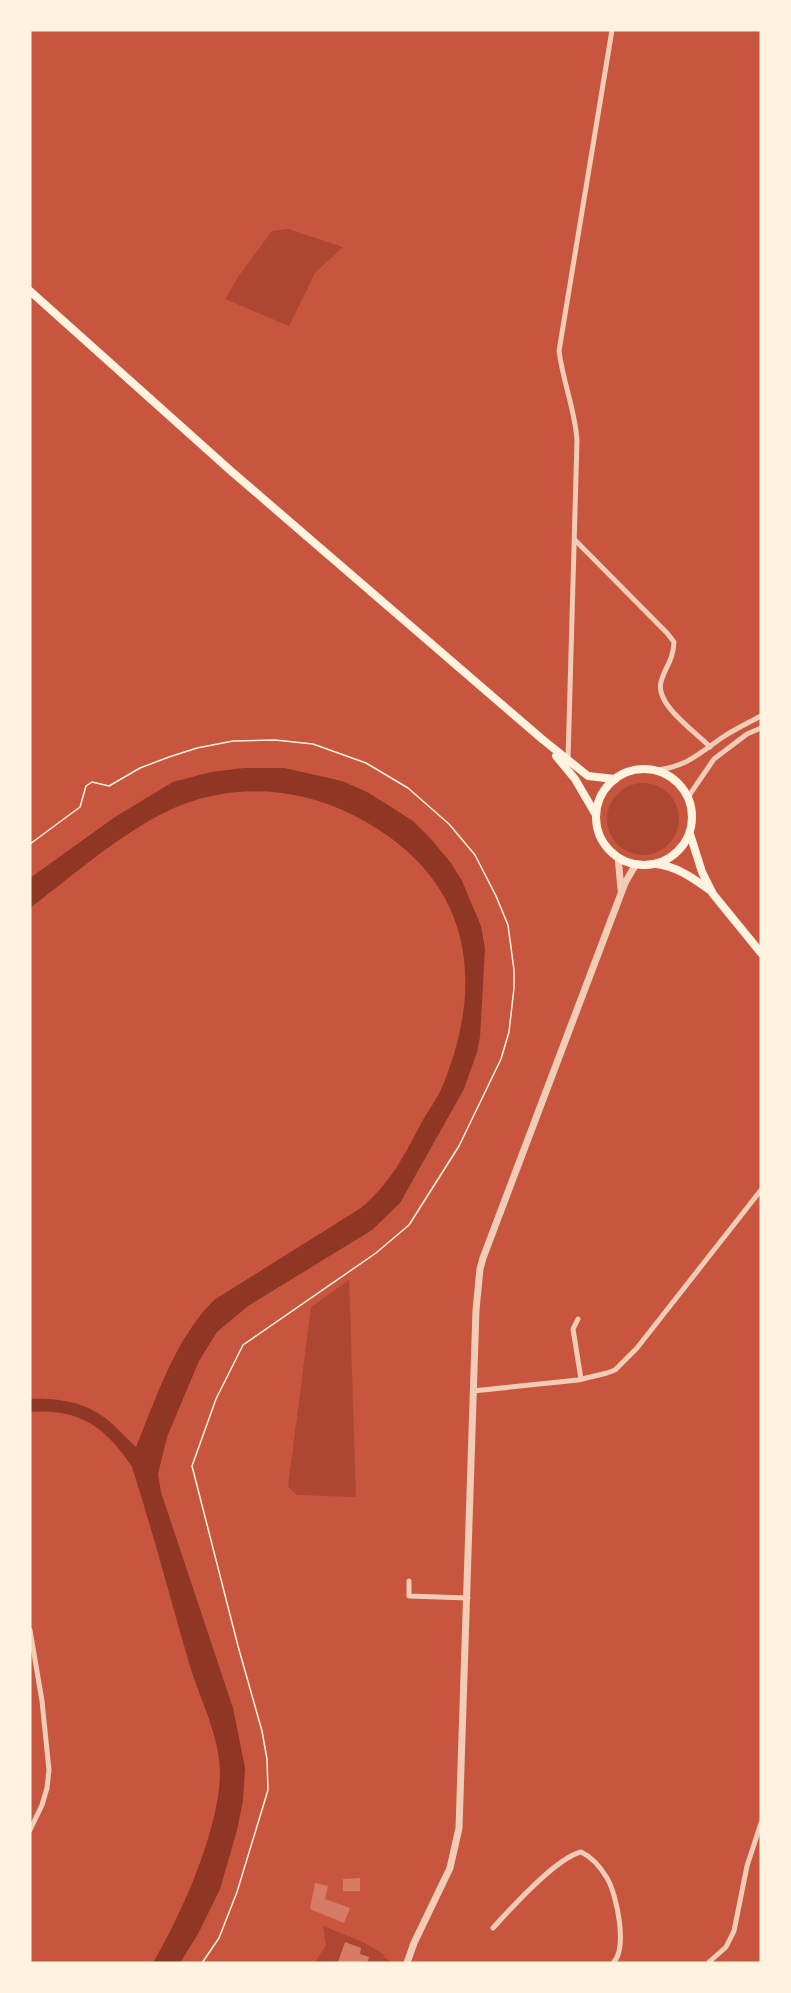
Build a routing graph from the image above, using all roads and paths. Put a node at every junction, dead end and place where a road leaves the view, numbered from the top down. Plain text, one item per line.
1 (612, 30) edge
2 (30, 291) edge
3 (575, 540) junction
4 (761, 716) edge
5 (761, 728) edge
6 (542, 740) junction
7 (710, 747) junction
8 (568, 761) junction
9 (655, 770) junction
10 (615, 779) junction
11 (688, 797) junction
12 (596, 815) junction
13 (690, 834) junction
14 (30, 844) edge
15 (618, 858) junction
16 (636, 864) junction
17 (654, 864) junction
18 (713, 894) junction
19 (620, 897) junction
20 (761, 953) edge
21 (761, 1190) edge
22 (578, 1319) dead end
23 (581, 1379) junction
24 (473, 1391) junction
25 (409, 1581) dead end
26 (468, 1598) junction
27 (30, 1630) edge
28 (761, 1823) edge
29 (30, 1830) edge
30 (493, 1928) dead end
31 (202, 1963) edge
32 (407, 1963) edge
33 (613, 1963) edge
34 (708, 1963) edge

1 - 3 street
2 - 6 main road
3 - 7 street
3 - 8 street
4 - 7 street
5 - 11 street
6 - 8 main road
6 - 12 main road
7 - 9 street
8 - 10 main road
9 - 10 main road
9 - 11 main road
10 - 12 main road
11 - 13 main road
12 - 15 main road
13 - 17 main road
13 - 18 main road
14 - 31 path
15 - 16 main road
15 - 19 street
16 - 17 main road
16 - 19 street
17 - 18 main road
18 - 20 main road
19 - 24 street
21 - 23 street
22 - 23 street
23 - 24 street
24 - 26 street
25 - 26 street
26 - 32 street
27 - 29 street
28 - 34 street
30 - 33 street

= EXERCISE AIM =
A single figure is required: the number of lines in the data above in which the word "dead" appears.

= ANSWER BOX =
4